Every late summer I am overjoyed when my farm share enters into apple season. But even with the 6 (!) pounds of apples that I get from the farm share each week, I am still powerfully drawn to apple picking, which means by late September or early October I end up with a fridge packed with apples.
It feels like a seasonal right of passage. It’s a family outing that I refuse to pass up and that even my teen sons still enjoy. Why is this a problem, you might ask? While it’s admittedly a good problem to have, the reality is that the result of my apple picking enthusiasm is a fridge packed with apples that I then have to use up or store, right when our schedules are at their busiest.
If this sounds familiar, then read on to learn about some simple ways to store and use up those apples, so that you can enjoy them all winter long.
Tips on Storing Apples
When properly stored, apples can last for up to six months! Here are some tips on how to store your apples.
Inspect Your Apples
When I come home with a big batch of apples, whether from apple picking or the farm share, I go through and pull out any that have bruises or blemishes. These will be the apples we eat and cook with first as those imperfections will cause them to spoil more quickly and can risk spoiling a whole batch of apples (the “one bad apple” saying is actually true!).
I also try my best to set aside the apples have still have their stems attached as this will also help them to last longer.
Store in a Cool, Humid Spot
Apples like to be kept between at between 30 and 35 degrees Fahrenheit and in a place with 90% humidity. Know where you can find those sorts of conditions? In the crisper drawer of your fridge!

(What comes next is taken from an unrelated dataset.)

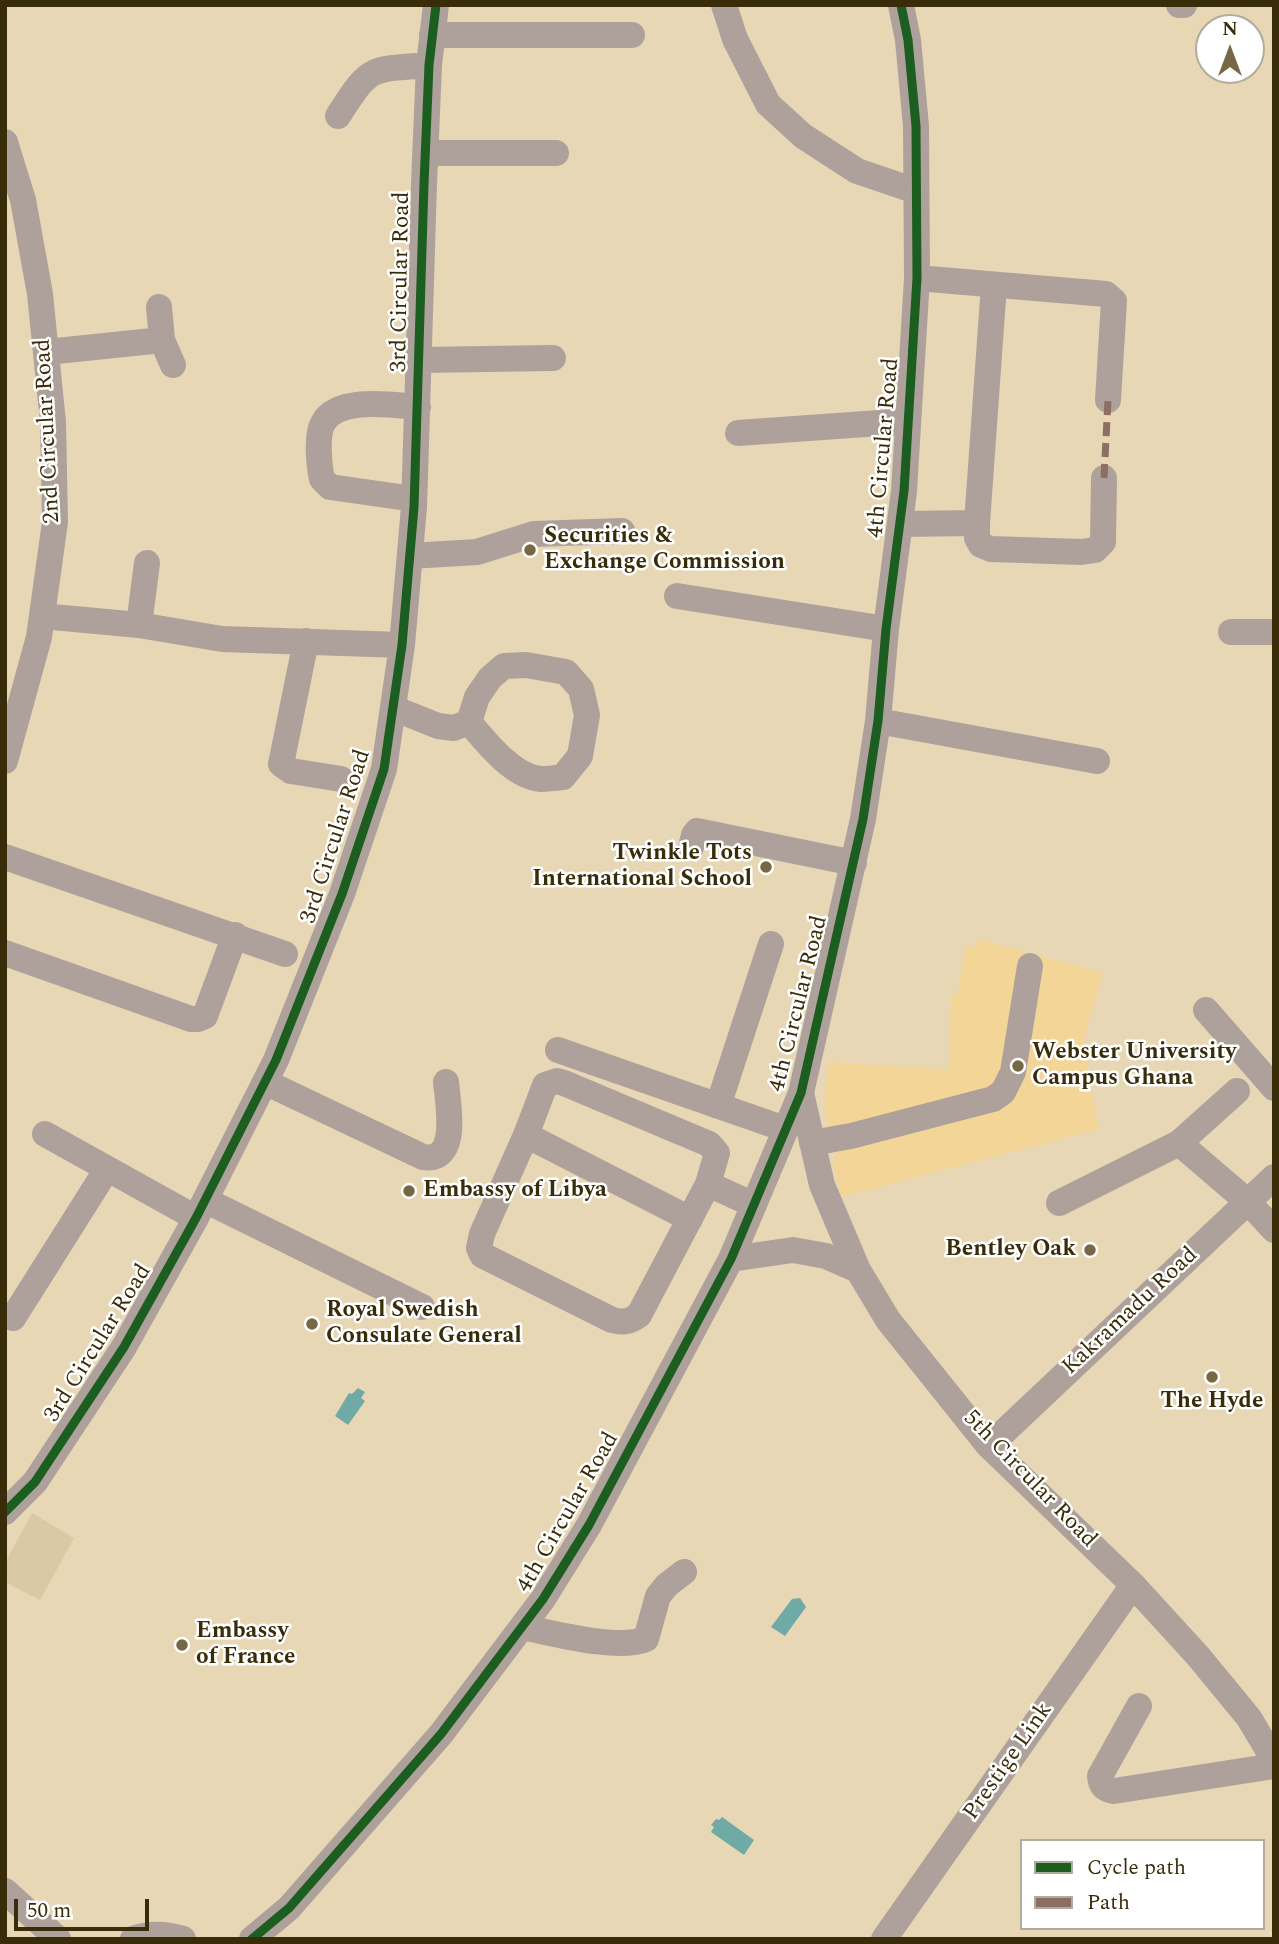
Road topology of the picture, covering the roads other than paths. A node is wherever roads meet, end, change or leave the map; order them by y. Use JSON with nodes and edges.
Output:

Note: If you choose to store them in your crisper drawer, I recommend keeping them separate from your other produce as they do release a gas, ethylene, that can speed up the spoiling process for other produce.
Not enough room in you fridge for all those apples? The next best spot is somewhere in the house that is cool and dark, such as an unheated room in your basement, an unheated garage, a screened in porch, or even a cold, un-insulated closet (if you’ve got an old house that has one).
If you’re storing them outside of the fridge, it is recommended that you individually wrap the apples in butcher paper, newsprint, or paper towels and then pile them in a cardboard or wooden box.
Make Apple Sauce!
Making apple sauce has the reputation of being a lot of work, but if you don’t peel the apples (I’ll get to that in a sec.), it’s actually a pretty quick and easy project and the results are so much better than the jarred stuff at the grocery store! You can find the full recipe at the end of this post, but here are some of my favorite tips for making apples sauce:
Don’t Peel the Apples
Many apple sauce recipes out there will have you peel the apples. Don’t do it! Not only is it a time consuming step, but the peels actually contain a lot of fiber and vitamins that are beneficial. Plus, if you keep the peel on, the apple sauce will have a much nicer color to it.
Cut into Chunks, Not Slices
While slicing apples is better for apple pies and some other apple recipes, apple sauce is a much more forgiving thing and as long as the chunks are more or less the same size, your apples will cook quickly and easily.
Use an Immersion Blender to Purée
I spent years carefully transferring very hot apples from the pot to either my food mill or the food processor in order to purée them into apple sauce. While both of these tools work very effectively, the much easier (and less dangerous) way to purée your apples into apple sauce is by using your immersion blender. It will blend everything up quickly, easily, and without all the stress.
Freeze Your Apple Sauce
Any apple sauce that you won’t use in the next week or so can and should be frozen (or canned). To freeze it, decant the sauce into containers or freezer bags, leaving some room for expansion. Leave the containers open/uncovered on your counter until the sauce has cooled to room temperature, close up, and then freeze. It will safely last 6-9 months in the freezer.
You can defrost frozen apple sauce on your counter or it can be microwaved or heated in a small pot for faster defrosting.
Recipes to Use Up Apples
Here are some of my favorite ways to enjoy apples.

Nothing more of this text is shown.